Suzanne Scott is the current CEO of Fox News, the second CEO in the network's history. She was ranked 61st in Forbes's 2021 list of the World's 100 Most Powerful Women.

==Early life and education==
Scott was raised in Parsippany, New Jersey. Her father ran a trucking company out of the family home, and her mother worked as a real estate agent. She is a 1988 graduate of American University.

==Career==
Scott worked as an executive assistant to Chet Collier at CNBC before moving with him to Fox News at its inception in 1996. She began her work there as a programming assistant.

According to a 2018 Fox News Channel press release, "Throughout her tenure at Fox News, Scott has risen through the ranks in a number of programming, production and creative positions including: executive vice president of programming (2016); senior vice president of programming and development (2009); vice president of programming (2007); network executive producer (2005); as well as associate producer, producer and senior producer of On the Record with Greta Van Susteren (2002–2005). In addition, she was responsible for the launch of numerous on-air and digital initiatives, including the 2002 primetime debut of On the Record."

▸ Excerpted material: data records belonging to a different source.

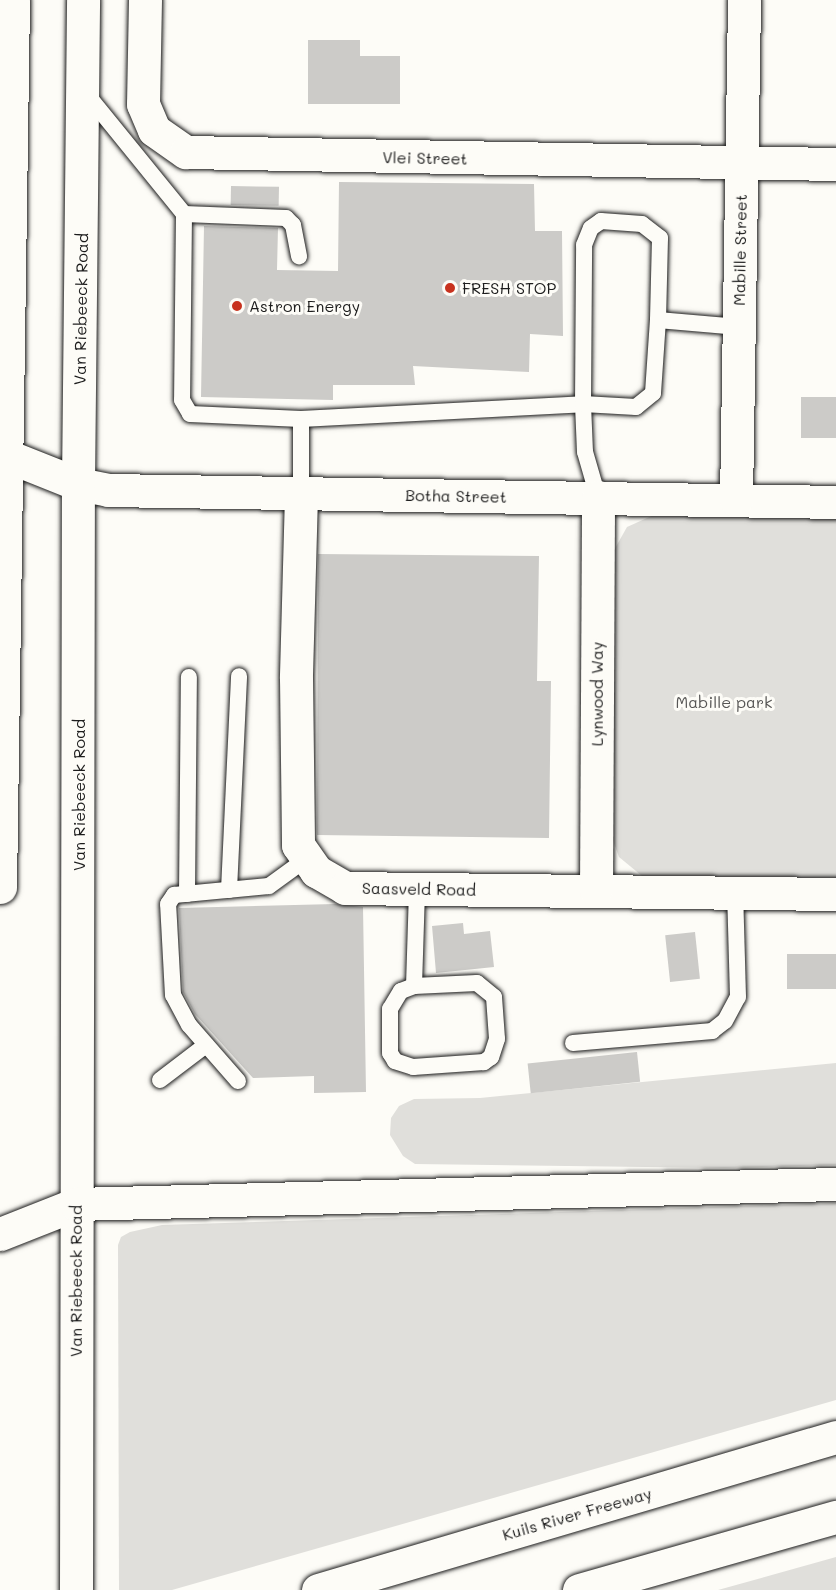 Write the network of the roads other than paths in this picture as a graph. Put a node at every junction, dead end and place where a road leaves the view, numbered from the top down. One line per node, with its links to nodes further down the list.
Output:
1 (13, 0): 14 (main road)
2 (83, 0): 5 (main road, Van Riebeeck Road)
3 (145, 0): 6 (main road, Vlei Street)
4 (744, 0): 6 (main road, Mabille Street)
5 (82, 89): 8 (lane); 15 (main road, Van Riebeeck Road)
6 (741, 163): 7 (main road, Vlei Street); 11 (main road, Mabille Street)
7 (836, 164)
8 (184, 214): 9 (lane); 13 (lane)
9 (299, 256)
10 (658, 320): 11 (lane); 12 (lane); 12 (lane)
11 (739, 327): 18 (main road, Mabille Street)
12 (583, 404): 13 (lane); 17 (lane)
13 (301, 419): 16 (lane)
14 (4, 455): 15 (main road, Botha Street); 22 (main road)
15 (78, 484): 16 (main road, Botha Street); 37 (main road, Van Riebeeck Road)
16 (301, 495): 17 (main road, Botha Street); 23 (main road)
17 (598, 497): 18 (main road, Botha Street); 27 (main road, Lynwood Way)
18 (736, 500): 19 (main road, Botha Street)
19 (836, 502)
20 (239, 676): 26 (lane)
21 (189, 677): 29 (lane)
22 (0, 785): 24 (main road)
23 (306, 859): 25 (main road, Saasveld Road); 26 (lane)
24 (0, 887)
25 (417, 889): 27 (main road, Saasveld Road); 31 (lane)
26 (229, 890): 29 (lane)
27 (596, 891): 28 (main road, Saasveld Road)
28 (735, 892): 30 (main road, Saasveld Road); 32 (lane)
29 (187, 894): 33 (lane)
30 (836, 894)
31 (414, 986): 31 (lane)
32 (573, 1043)
33 (206, 1045): 34 (lane); 35 (lane)
34 (160, 1080)
35 (238, 1081)
36 (836, 1184): 37 (main road)
37 (76, 1204): 38 (main road); 41 (main road, Van Riebeeck Road)
38 (0, 1234)
39 (836, 1437): 42 (main road, Kuils River Freeway)
40 (836, 1517): 43 (main road)
41 (75, 1590)
42 (318, 1590)
43 (579, 1590)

After founder and former CEO Roger Ailes departed in 2016 but before he died in 2017, Scott, Jay Wallace, and Jack Abernethy are credited with "turning Fox News around" after the scandal involving Ailes. In that time, Scott worked as the president of programming, overseeing Fox News Channel's opinion shows including Fox & Friends, The Five and Hannity.

On May 17, 2018, Scott was named CEO of both Fox News and Fox Business Network. During this announcement, Lachlan Murdoch said Scott "has now made history as [Fox's] first female CEO." She was also the only woman in charge of a major TV news organization until Rashida Jones was installed as head of MSNBC. The decision to elevate Scott was not, however, universally praised due to her alleged complicity in several sexual harassment suits within the company. Scott was not a defendant in the suits, but was cited within them, and was involved in several internal complaints. She denies the accusations.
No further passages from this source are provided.